WHAT NEEDS TO BE DONE:
Filter the data below for the string "الصد" and copy each matching line.

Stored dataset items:
···

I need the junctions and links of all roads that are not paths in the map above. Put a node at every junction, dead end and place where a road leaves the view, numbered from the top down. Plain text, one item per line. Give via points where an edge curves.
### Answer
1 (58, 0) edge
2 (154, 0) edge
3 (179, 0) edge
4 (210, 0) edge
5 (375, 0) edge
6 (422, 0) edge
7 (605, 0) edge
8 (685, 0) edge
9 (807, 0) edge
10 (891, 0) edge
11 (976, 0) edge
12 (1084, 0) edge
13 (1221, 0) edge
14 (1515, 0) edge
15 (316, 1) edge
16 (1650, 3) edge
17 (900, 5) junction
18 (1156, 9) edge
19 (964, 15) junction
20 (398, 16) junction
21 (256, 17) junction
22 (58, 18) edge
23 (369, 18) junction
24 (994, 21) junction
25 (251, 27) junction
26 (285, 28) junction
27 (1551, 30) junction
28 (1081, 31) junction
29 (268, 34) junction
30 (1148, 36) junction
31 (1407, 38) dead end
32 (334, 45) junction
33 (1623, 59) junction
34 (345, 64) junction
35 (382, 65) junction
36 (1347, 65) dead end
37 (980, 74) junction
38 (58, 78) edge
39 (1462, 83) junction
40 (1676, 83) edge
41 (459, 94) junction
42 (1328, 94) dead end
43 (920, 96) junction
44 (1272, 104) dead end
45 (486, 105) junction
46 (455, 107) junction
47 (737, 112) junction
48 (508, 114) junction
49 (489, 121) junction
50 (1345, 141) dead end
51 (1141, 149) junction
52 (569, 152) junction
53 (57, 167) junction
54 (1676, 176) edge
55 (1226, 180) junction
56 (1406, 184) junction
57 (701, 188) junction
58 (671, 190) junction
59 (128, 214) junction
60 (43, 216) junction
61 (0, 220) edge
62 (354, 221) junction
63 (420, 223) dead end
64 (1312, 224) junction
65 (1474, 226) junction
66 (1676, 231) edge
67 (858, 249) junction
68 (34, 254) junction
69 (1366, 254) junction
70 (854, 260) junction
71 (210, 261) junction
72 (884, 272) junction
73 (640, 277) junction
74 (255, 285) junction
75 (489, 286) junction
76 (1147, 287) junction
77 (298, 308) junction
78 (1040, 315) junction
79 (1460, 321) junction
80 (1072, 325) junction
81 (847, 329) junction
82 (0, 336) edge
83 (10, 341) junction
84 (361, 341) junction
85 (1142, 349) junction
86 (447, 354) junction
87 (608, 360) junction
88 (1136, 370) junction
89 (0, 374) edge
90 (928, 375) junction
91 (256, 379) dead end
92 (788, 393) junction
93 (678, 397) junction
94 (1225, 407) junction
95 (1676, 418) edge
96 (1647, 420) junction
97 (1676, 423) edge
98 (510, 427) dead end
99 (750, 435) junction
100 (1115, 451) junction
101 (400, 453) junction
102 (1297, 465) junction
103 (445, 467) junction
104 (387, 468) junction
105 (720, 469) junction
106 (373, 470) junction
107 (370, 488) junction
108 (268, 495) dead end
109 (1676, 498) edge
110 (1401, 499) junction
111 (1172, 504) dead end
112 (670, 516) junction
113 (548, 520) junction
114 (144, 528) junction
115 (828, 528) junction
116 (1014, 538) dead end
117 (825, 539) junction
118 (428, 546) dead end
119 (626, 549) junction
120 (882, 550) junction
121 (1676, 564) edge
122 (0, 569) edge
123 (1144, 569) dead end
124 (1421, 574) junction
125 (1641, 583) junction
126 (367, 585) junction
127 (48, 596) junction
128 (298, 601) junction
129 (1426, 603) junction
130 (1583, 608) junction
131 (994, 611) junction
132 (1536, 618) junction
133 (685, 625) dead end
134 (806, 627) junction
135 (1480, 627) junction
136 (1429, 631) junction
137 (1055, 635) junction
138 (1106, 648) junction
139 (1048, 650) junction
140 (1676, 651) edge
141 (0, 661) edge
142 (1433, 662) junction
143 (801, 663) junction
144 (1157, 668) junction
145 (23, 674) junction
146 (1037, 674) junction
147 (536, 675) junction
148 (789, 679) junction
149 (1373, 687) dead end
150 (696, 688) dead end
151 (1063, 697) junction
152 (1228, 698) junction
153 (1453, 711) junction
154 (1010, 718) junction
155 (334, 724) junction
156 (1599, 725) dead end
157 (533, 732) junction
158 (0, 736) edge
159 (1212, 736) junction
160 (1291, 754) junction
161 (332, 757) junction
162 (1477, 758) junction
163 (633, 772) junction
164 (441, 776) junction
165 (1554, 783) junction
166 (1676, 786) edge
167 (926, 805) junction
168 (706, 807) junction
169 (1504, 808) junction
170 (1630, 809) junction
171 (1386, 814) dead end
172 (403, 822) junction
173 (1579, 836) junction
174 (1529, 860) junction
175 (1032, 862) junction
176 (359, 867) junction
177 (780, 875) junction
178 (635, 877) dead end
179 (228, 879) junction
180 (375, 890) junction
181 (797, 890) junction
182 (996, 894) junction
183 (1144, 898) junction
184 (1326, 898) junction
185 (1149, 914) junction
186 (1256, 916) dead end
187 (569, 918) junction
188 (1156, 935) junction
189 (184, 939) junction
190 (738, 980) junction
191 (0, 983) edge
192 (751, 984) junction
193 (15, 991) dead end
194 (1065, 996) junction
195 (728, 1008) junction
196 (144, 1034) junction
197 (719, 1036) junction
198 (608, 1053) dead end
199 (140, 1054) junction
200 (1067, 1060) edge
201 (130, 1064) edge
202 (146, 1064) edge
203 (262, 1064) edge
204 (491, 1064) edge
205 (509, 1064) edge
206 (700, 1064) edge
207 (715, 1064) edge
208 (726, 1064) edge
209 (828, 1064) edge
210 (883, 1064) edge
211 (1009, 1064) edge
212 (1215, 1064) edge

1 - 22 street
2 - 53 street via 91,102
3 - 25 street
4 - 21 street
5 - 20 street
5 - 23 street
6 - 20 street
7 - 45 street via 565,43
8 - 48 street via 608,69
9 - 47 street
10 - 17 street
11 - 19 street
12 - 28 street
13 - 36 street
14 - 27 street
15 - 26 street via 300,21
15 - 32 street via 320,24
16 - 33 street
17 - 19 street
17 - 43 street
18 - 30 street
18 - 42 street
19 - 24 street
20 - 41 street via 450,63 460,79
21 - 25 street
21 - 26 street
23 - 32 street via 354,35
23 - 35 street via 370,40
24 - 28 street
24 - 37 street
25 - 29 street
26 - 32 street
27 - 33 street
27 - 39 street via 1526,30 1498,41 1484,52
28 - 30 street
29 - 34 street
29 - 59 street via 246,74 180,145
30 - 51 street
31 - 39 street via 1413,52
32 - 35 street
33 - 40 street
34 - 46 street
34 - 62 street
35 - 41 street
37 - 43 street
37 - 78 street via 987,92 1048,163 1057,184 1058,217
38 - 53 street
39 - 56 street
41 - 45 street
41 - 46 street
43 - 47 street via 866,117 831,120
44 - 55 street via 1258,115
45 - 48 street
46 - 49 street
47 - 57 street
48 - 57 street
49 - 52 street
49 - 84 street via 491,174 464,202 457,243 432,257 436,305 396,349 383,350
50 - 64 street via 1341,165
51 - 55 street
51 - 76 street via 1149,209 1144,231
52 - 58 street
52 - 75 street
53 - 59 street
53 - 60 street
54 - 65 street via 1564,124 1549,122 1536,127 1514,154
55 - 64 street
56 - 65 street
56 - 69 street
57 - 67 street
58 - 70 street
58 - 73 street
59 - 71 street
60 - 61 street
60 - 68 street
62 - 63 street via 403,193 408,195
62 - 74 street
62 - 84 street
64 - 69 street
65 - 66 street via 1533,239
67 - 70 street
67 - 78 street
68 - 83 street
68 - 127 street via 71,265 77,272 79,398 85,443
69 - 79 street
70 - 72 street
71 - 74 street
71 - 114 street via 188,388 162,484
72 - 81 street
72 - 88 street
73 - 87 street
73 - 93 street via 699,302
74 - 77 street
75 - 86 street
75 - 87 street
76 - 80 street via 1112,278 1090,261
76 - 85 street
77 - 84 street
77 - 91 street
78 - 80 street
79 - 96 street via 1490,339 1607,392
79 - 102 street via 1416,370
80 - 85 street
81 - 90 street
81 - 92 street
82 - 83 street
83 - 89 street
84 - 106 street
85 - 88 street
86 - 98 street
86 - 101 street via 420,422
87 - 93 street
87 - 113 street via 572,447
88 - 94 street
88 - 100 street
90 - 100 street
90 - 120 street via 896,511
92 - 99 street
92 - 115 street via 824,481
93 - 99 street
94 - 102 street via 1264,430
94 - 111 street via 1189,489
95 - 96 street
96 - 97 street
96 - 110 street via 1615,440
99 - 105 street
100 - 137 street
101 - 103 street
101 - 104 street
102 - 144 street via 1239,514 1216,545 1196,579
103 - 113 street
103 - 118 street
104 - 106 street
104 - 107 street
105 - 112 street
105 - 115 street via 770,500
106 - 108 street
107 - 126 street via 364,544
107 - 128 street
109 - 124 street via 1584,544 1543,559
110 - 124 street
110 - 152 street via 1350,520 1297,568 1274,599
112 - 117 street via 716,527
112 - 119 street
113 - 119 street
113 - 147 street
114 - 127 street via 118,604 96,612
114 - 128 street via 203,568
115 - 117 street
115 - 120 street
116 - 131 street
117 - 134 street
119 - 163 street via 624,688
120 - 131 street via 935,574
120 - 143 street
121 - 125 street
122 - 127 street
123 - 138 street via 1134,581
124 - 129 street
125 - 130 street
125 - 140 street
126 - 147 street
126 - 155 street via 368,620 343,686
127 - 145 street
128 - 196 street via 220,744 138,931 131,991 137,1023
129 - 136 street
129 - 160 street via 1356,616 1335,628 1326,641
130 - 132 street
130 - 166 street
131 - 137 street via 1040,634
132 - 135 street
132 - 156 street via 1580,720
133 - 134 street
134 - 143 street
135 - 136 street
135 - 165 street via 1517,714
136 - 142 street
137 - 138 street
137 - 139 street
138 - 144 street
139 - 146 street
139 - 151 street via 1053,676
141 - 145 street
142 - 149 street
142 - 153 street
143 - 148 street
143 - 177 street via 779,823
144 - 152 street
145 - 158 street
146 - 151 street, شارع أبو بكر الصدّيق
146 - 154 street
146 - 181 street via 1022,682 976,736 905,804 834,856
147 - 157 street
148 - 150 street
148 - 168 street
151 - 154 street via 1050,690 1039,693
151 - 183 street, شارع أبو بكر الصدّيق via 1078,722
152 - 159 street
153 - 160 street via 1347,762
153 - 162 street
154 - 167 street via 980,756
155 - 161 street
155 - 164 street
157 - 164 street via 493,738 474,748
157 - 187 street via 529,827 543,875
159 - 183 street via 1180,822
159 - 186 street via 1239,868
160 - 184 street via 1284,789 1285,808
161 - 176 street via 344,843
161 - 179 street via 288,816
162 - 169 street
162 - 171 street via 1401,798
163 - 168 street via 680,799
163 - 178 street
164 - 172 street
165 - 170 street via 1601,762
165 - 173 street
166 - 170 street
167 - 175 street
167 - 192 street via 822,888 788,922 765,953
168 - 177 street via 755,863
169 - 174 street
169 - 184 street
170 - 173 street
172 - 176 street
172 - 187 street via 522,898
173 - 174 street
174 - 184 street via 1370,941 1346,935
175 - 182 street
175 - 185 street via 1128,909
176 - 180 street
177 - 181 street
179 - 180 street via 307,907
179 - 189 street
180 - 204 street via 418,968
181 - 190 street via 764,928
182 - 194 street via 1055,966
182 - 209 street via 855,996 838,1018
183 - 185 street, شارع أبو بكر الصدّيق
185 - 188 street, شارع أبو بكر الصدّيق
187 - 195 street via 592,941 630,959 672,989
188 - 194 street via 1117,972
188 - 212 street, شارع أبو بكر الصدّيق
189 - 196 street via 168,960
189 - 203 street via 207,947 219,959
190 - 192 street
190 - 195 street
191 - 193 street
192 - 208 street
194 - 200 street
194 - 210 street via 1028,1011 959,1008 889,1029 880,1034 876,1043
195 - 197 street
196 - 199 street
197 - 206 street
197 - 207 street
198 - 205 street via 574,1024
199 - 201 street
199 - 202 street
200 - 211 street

···

FINAL ANSWER:
146 - 151 street, شارع أبو بكر الصدّيق
151 - 183 street, شارع أبو بكر الصدّيق via 1078,722
183 - 185 street, شارع أبو بكر الصدّيق
185 - 188 street, شارع أبو بكر الصدّيق
188 - 212 street, شارع أبو بكر الصدّيق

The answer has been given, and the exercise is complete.